> _What is expected_: Collect all lines from the listing that include the string "place".

> _Data under study_:
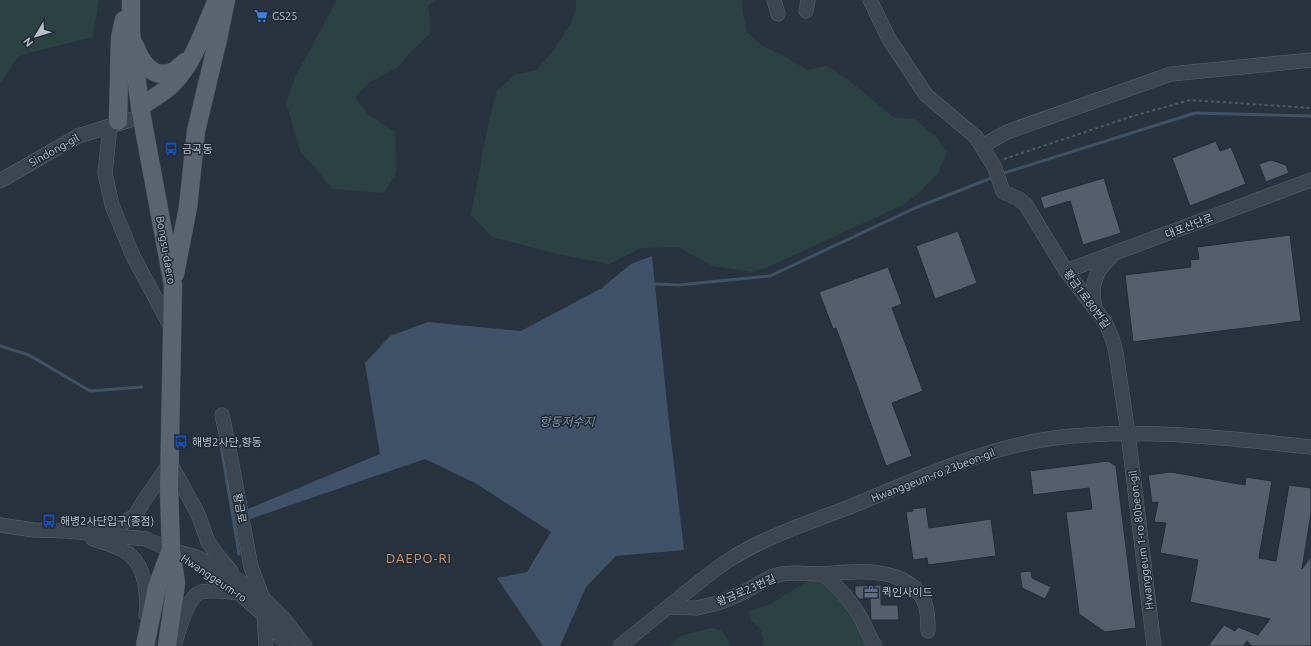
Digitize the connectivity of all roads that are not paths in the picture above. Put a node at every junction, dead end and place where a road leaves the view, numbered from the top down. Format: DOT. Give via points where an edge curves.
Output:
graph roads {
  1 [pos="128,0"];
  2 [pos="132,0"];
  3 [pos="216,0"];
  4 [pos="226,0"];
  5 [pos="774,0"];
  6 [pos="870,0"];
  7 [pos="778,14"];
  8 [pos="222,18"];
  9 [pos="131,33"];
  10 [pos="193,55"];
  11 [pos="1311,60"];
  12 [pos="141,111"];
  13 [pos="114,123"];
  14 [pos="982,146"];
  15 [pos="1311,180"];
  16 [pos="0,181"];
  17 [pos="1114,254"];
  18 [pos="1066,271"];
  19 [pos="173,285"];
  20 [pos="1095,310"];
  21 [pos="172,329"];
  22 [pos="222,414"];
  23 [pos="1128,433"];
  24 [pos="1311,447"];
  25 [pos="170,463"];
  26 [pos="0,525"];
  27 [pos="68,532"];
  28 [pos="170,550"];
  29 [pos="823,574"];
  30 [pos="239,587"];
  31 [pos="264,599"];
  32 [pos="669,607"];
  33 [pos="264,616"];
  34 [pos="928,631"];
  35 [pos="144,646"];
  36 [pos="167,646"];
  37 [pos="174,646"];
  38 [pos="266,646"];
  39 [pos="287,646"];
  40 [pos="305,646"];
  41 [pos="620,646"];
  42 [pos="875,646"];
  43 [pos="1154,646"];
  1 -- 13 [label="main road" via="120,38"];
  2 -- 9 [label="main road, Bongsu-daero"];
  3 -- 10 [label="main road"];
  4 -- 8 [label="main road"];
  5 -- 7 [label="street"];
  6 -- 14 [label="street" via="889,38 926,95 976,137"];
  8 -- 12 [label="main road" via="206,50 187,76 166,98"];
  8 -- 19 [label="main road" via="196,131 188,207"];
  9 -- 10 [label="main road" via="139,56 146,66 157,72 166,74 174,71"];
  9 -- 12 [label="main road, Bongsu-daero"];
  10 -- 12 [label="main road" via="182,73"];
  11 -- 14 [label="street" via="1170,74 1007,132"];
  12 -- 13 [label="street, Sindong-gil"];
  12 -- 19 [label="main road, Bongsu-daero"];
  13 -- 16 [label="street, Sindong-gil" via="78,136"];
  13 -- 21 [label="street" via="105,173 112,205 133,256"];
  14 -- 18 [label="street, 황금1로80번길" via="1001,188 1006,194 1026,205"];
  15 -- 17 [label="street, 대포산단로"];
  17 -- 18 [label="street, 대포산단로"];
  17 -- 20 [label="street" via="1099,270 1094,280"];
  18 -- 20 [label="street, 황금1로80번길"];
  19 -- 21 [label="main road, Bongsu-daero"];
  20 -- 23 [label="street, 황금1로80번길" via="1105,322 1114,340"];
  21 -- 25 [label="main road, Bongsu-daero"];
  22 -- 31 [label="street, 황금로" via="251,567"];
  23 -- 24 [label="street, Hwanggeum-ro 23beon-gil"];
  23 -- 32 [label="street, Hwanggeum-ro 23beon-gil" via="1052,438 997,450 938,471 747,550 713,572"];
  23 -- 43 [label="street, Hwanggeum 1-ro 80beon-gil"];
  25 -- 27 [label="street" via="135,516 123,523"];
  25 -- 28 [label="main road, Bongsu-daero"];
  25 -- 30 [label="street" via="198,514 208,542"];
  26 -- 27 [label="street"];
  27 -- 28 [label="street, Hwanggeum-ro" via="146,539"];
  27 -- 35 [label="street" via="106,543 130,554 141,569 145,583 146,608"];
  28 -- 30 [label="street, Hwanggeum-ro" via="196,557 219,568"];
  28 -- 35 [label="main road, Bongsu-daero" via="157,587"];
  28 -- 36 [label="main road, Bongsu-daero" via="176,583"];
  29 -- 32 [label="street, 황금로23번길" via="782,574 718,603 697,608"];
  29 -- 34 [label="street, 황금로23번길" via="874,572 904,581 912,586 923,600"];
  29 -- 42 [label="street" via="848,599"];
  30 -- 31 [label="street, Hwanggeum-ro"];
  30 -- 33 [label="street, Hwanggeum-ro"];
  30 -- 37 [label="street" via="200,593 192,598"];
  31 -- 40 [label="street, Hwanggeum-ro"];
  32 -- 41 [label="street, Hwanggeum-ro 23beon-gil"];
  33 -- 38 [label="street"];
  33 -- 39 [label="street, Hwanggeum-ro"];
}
==
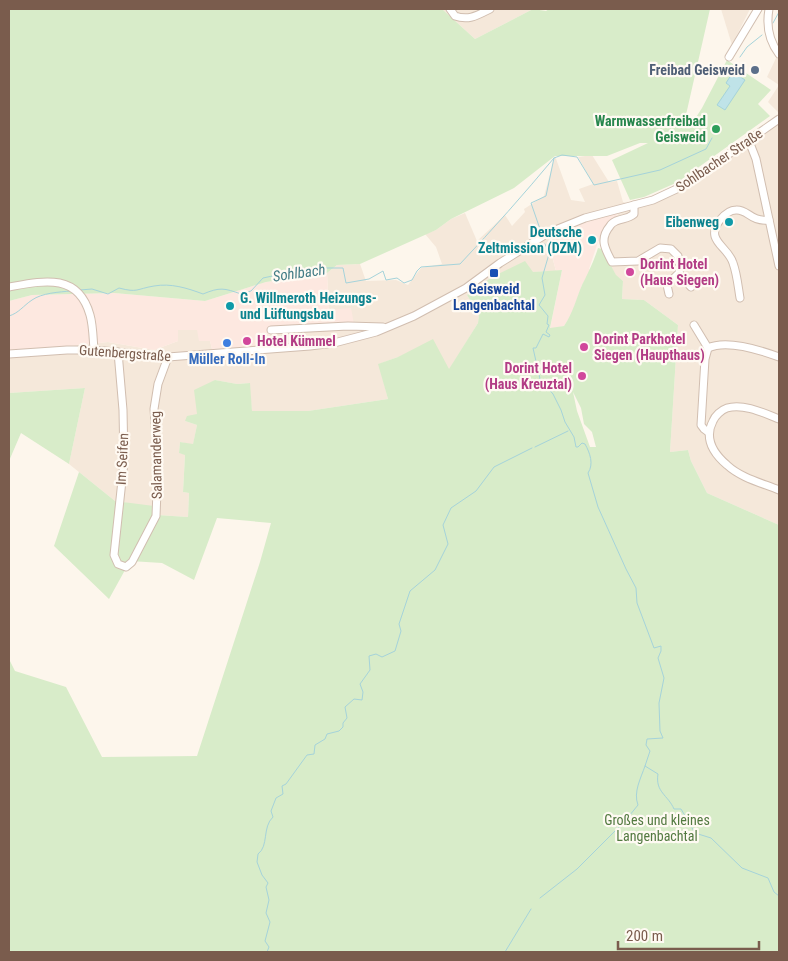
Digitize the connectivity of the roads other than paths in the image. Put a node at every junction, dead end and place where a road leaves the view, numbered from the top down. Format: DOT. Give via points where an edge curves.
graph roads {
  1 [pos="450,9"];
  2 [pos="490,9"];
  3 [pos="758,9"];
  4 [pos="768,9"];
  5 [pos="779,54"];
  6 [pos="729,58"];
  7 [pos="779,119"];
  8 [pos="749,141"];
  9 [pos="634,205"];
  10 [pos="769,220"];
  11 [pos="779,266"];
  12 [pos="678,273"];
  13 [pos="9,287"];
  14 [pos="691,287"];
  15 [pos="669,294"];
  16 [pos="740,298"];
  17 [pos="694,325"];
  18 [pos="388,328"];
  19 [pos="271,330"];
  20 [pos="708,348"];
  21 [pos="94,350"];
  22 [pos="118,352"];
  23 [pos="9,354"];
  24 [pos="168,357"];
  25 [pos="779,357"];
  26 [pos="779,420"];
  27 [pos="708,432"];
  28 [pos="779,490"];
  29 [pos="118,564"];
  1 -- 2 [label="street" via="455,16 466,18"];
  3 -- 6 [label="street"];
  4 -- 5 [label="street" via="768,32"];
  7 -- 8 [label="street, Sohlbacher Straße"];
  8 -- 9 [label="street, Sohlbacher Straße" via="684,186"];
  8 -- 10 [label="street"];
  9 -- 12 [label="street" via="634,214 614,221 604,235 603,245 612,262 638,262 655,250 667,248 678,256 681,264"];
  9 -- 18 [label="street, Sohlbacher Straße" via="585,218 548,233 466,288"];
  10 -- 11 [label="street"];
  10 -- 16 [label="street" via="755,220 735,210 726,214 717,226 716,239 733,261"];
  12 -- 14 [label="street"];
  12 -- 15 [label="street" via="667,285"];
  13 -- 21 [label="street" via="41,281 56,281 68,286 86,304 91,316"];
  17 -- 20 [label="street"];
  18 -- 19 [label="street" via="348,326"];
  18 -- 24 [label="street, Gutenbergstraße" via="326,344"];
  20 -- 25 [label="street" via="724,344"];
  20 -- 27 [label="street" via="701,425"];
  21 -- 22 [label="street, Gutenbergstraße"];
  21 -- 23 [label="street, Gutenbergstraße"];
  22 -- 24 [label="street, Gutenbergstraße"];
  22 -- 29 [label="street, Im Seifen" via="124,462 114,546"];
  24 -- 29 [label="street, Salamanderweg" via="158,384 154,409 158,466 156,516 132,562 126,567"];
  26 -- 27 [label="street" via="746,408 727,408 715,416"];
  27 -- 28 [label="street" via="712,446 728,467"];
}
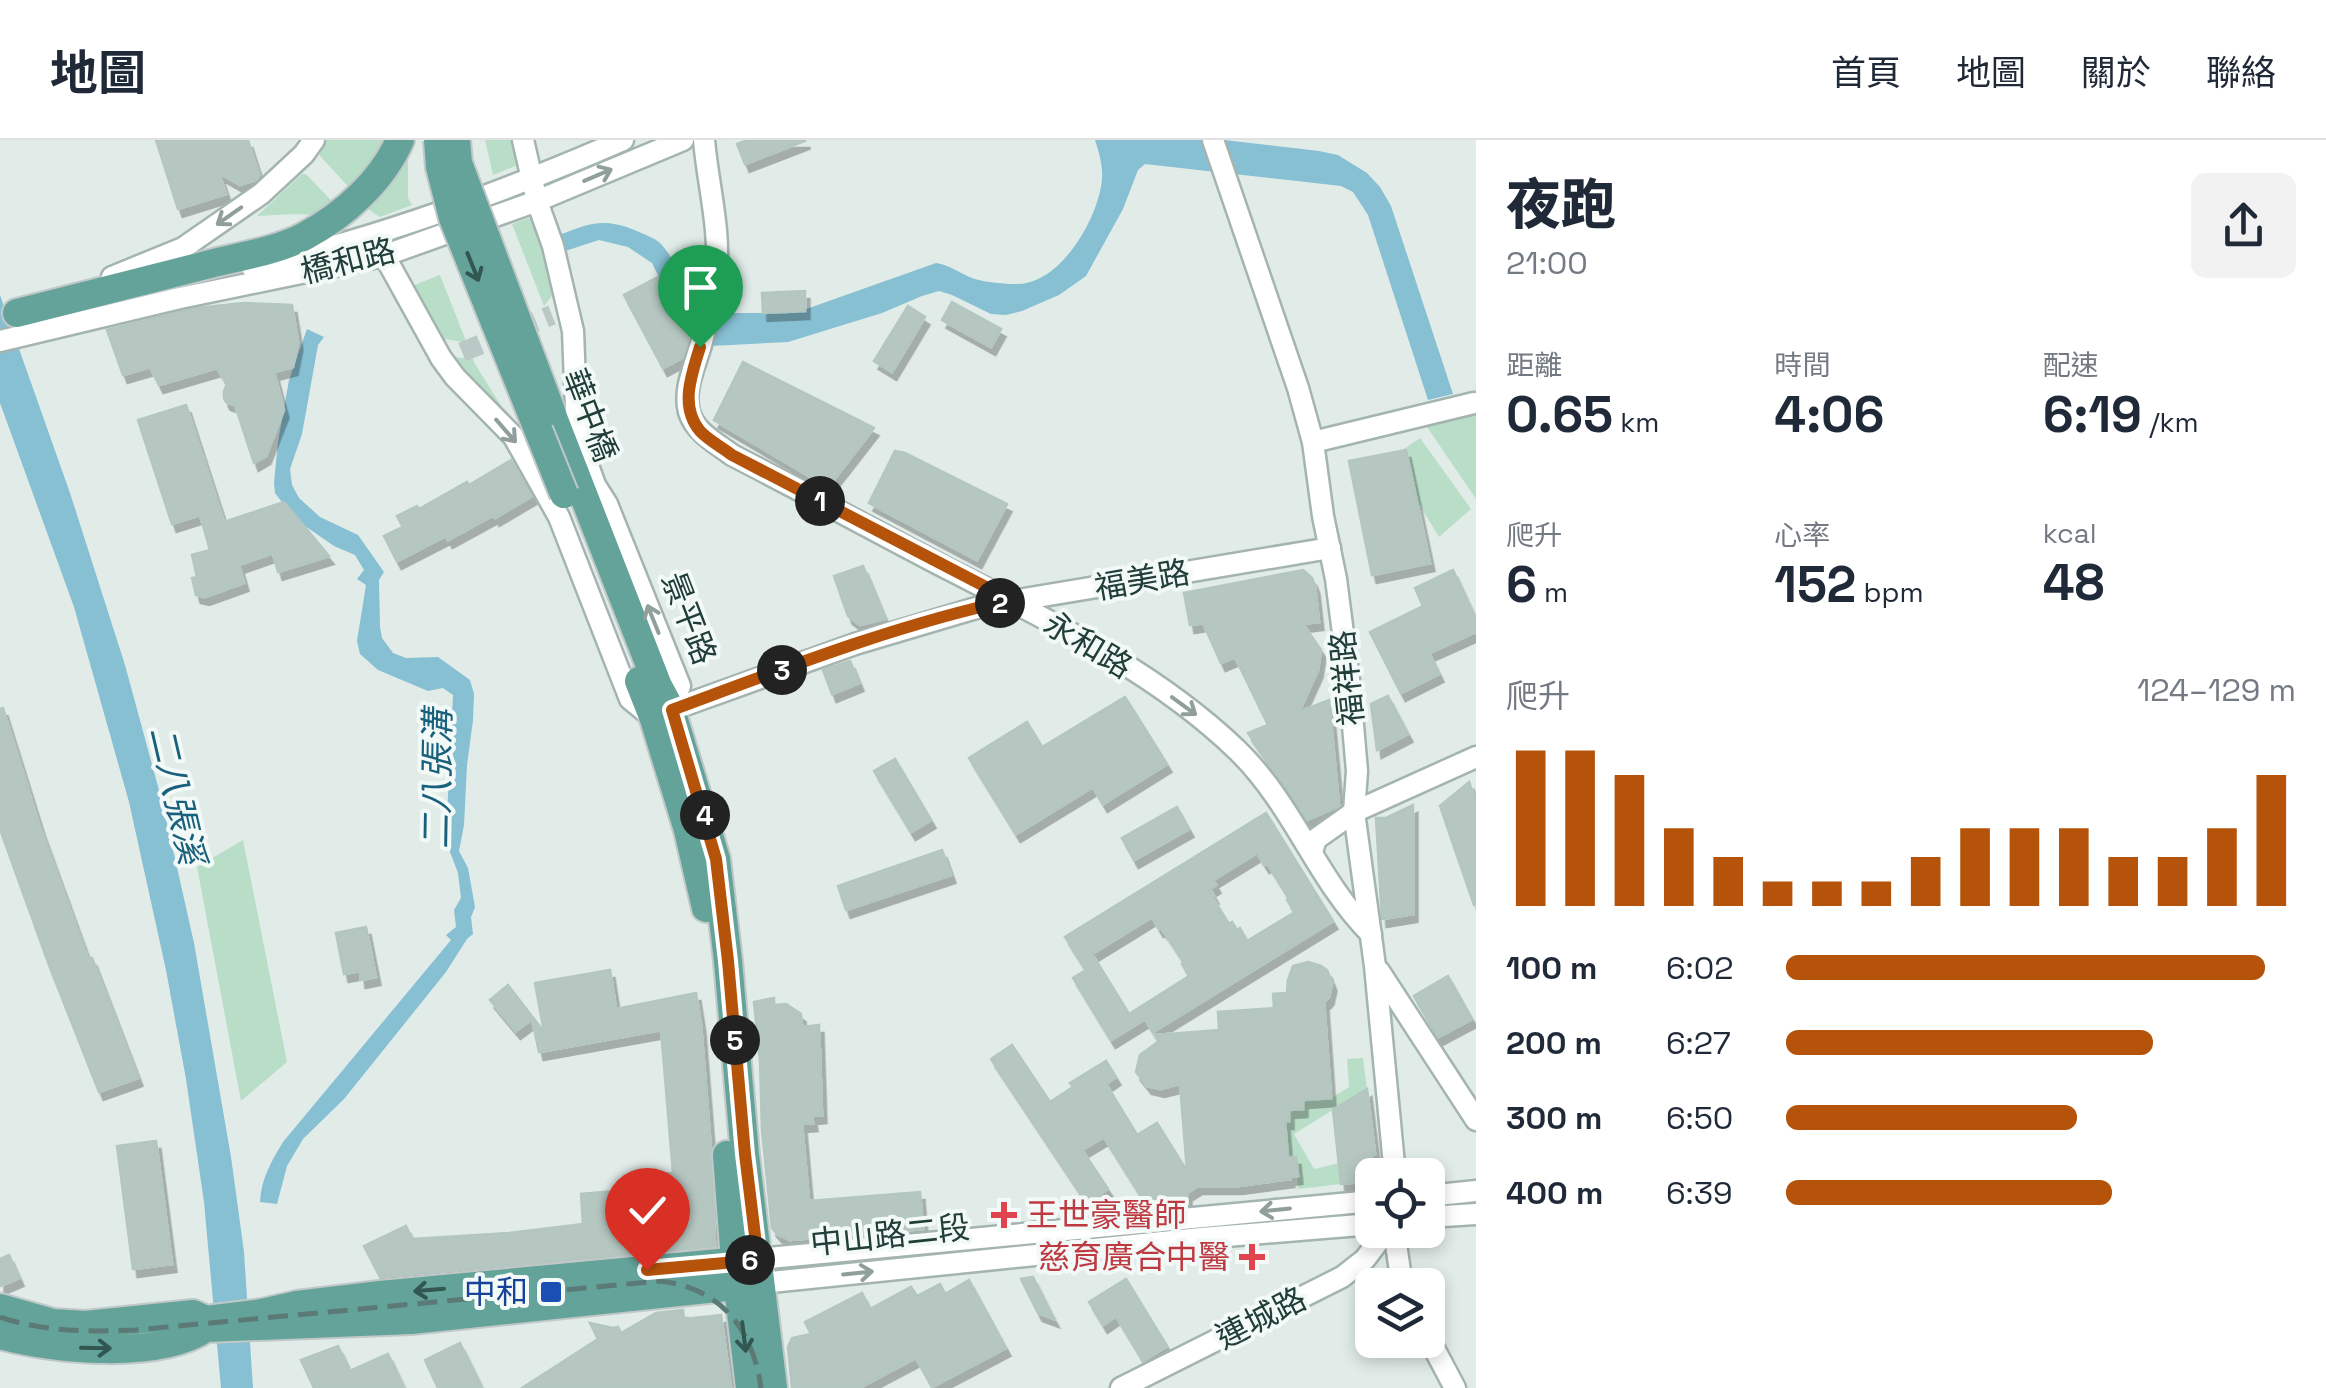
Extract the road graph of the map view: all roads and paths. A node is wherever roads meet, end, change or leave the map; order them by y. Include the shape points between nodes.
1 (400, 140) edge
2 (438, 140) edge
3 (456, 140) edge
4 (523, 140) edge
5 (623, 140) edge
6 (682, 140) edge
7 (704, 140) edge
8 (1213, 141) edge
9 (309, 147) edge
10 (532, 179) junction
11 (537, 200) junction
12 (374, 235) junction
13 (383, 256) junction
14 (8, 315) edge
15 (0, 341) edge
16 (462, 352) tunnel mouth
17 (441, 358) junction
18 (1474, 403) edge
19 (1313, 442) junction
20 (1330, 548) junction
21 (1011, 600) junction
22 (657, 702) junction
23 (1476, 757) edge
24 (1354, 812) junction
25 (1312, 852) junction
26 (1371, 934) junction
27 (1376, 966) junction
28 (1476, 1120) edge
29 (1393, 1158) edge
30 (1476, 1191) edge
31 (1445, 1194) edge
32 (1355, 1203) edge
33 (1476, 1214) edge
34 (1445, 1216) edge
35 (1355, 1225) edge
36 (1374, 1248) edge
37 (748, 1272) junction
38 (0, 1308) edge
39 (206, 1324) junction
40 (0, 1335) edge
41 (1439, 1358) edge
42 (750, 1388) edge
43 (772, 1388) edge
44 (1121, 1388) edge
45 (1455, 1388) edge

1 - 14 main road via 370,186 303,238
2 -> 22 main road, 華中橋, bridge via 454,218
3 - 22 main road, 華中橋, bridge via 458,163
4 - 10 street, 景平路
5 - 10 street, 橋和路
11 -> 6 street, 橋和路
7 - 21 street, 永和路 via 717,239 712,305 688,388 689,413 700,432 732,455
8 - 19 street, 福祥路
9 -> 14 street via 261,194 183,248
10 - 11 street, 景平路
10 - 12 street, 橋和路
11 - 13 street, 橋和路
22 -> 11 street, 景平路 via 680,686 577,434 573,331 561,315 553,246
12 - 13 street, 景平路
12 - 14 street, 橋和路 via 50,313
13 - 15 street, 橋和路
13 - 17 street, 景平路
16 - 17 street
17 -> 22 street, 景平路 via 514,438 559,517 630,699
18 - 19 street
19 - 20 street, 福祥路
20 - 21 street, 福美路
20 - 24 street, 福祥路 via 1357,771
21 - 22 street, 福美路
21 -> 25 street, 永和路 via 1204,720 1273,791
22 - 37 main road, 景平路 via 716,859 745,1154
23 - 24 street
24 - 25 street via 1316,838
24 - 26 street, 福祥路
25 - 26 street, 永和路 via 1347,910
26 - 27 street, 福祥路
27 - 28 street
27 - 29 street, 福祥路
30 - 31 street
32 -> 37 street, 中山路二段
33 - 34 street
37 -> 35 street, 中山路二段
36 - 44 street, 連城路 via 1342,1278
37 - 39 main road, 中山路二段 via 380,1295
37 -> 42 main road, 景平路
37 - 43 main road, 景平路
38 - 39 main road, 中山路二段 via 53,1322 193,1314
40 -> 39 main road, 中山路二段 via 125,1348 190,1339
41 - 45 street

> _Reply to the task_:
Digitize the connectivity of all roads that are not paths in the picture above. Put a node at every junction, dead end and place where a road leaves the view, numbered from the top down. Format: DOT. Give via points where an edge curves.
Digitize the connectivity of the roads other than paths in the image. Put a node at every junction, dead end and place where a road leaves the view, numbered from the top down. Format: DOT. Give via points where an edge curves.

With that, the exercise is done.